Turn sale pork loin into a gourmet meal! Introducing our incredibly addictive 'Miso-Marinated Pork', from our popular marinated series. With simple preparation and cooking tips, you'll achieve juicy, never-dry results. Try it on your dinner table!
Ingredients
Main Ingredients (2 servings)
- Pork loin 2 slices (100g each)
Seasonings
- [A] Miso 1.5 tbsp
- [A] Mirin (Sweet Rice Wine) 2 tbsp
- [A] Sugar 1 tsp
- [A] Soy Sauce 1/2 tsp
- [A] MSG (Umami Seasoning) a pinch
Steps
- In a bowl, add Miso (1.5 tbsp / 24g) and Mirin (2 tbsp) little by little, mixing to prevent lumps. [This is the key!] Adding all the liquid at once can cause miso to clump, so mix it in gradually, dissolving it.
- Continue to add Sugar (1 tsp), Soy Sauce (1/2 tsp), and MSG (a pinch, about 3-4 shakes), mixing well to create the miso marinade.
- Pat the surface of the 2 slices of Pork Loin (100g each) dry with paper towels. [This is the key!] If moisture remains, the miso marinade will become diluted and won't penetrate well.
- Make several shallow cuts along the white sinew on the pork (including the tough edges) with the tip of your knife. [This is the key!] Cutting the sinew makes it easier to bite through and ensures even cooking.
- Make several shallow cuts along the line between the fat and the lean meat.
- Make several shallow cuts in the lean meat as well, so the marinade can penetrate.
- Flip the pork and make several shallow cuts in the fatty part. [This is the key!] Cutting the fat prevents the meat from curling up when cooked and ensures even heat distribution.

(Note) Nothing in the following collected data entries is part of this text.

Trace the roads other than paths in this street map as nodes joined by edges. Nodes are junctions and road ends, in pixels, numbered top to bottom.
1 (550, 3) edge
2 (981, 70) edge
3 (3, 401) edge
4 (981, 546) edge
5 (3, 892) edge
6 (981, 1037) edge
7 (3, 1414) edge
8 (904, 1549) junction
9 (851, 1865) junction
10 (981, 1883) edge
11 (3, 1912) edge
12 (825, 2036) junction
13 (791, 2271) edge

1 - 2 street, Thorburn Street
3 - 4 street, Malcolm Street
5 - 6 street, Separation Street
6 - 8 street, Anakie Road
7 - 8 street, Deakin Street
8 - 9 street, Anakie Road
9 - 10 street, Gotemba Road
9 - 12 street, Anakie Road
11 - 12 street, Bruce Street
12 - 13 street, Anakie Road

- Lay out a large piece of plastic wrap (or overlap two smaller pieces) and spread half of the prepared miso marinade on it.
- Place the pork on top of the miso marinade, and spoon the remaining marinade over the pork.

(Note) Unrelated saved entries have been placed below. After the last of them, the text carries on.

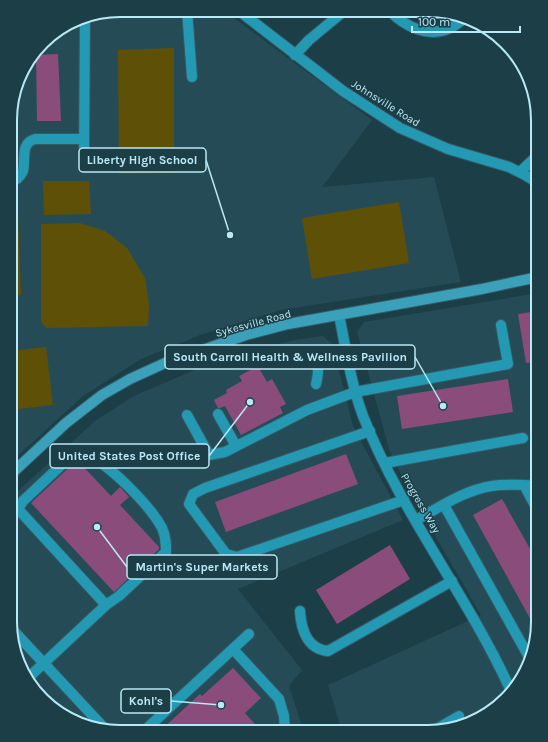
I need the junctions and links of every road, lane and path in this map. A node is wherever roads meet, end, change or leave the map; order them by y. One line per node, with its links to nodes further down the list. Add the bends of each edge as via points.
1 (188, 17): 8 (street)
2 (247, 17): 7 (street, Johnsville Road)
3 (337, 17): 7 (street)
4 (395, 17): 5 (street, via 409,26 424,31 449,28)
5 (459, 22)
6 (85, 23): 9 (street)
7 (295, 55): 12 (street, Johnsville Road, via 361,104 400,128 448,149)
8 (192, 77)
9 (84, 139): 10 (street); 13 (street, via 31,140 27,143 22,173)
10 (84, 158)
11 (531, 162): 12 (street)
12 (520, 172): 14 (street, Johnsville Road)
13 (17, 179)
14 (531, 179)
15 (531, 279): 16 (main road, Sykesville Road)
16 (339, 316): 20 (street, Progress Way); 27 (main road, Sykesville Road, via 288,324 246,335 165,363 130,379 88,405)
17 (501, 324): 20 (street, via 508,364)
18 (302, 362): 19 (street, via 311,359 317,365 319,372)
19 (316, 384)
20 (355, 392): 23 (street, Progress Way); 25 (street, via 307,410)
21 (218, 414): 25 (street)
22 (187, 415): 25 (street, via 209,456)
23 (370, 431): 26 (street, Progress Way); 31 (street, via 205,488 193,494 189,504 226,554 238,556)
24 (523, 438): 26 (street)
25 (236, 446)
26 (385, 463): 31 (street, Progress Way)
27 (17, 468)
28 (524, 485): 29 (street); 30 (street); 32 (street, via 481,488)
29 (531, 486)
30 (531, 498)
31 (404, 500): 33 (street, Progress Way)
32 (444, 505): 33 (street); 40 (street)
33 (416, 520): 34 (street, Progress Way)
34 (452, 581): 36 (street, via 328,651 318,648 303,633); 43 (street, Progress Way)
35 (106, 605): 35 (street, via 18,509 28,496 75,454 90,456 117,476 156,518 166,539 166,552); 41 (street)
36 (300, 611)
37 (249, 634): 39 (street)
38 (18, 635): 41 (street)
39 (233, 649): 47 (street); 48 (street, via 279,699)
40 (526, 654)
41 (44, 663): 42 (street); 45 (street)
42 (32, 675)
43 (508, 686)
44 (459, 716): 46 (street)
45 (99, 722)
46 (446, 723)
47 (151, 725)
48 (285, 725)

- Tightly wrap the pork with the plastic wrap, ensuring no air pockets. [This is the key!] Wrapping tightly to remove air allows the marinade to penetrate well even with a limited amount of sauce.
- Place the plastic-wrapped pork in the refrigerator and marinate for at least 2 hours (or overnight).
- About 15 minutes before cooking, remove the pork from the refrigerator to bring it to room temperature. [This is the key!] Cooking cold meat makes it difficult for the center to cook through and can cause the surface to dry out.
- Heat a generous amount of oil in a frying pan. Place the pork in the pan without wiping off the miso marinade, and cook over low to medium-low heat. [This is the key!] Miso can burn easily, so use plenty of oil to create a cushion and prevent burning.
- Once the pan is hot and sizzling, sear one side for 2 minutes. While searing, periodically spoon oil under the pork to prevent sticking. [This is the key!] If the miso marinade constantly touches the pan, it can burn. Periodically add oil to the pan to prevent burning.
- Flip the pork and sear the other side for 2 minutes.
- After searing both sides for 2 minutes each, turn off the heat and remove the pork from the frying pan.
- Cover the removed pork with aluminum foil and let it rest for 4 minutes, the same amount of time it was cooked. [This is the key!] Resting allows the heat to distribute evenly to the center of the meat, resulting in stable and juicy meat.
- Cut the rested pork into bite-sized pieces, plate it, and it's ready to serve.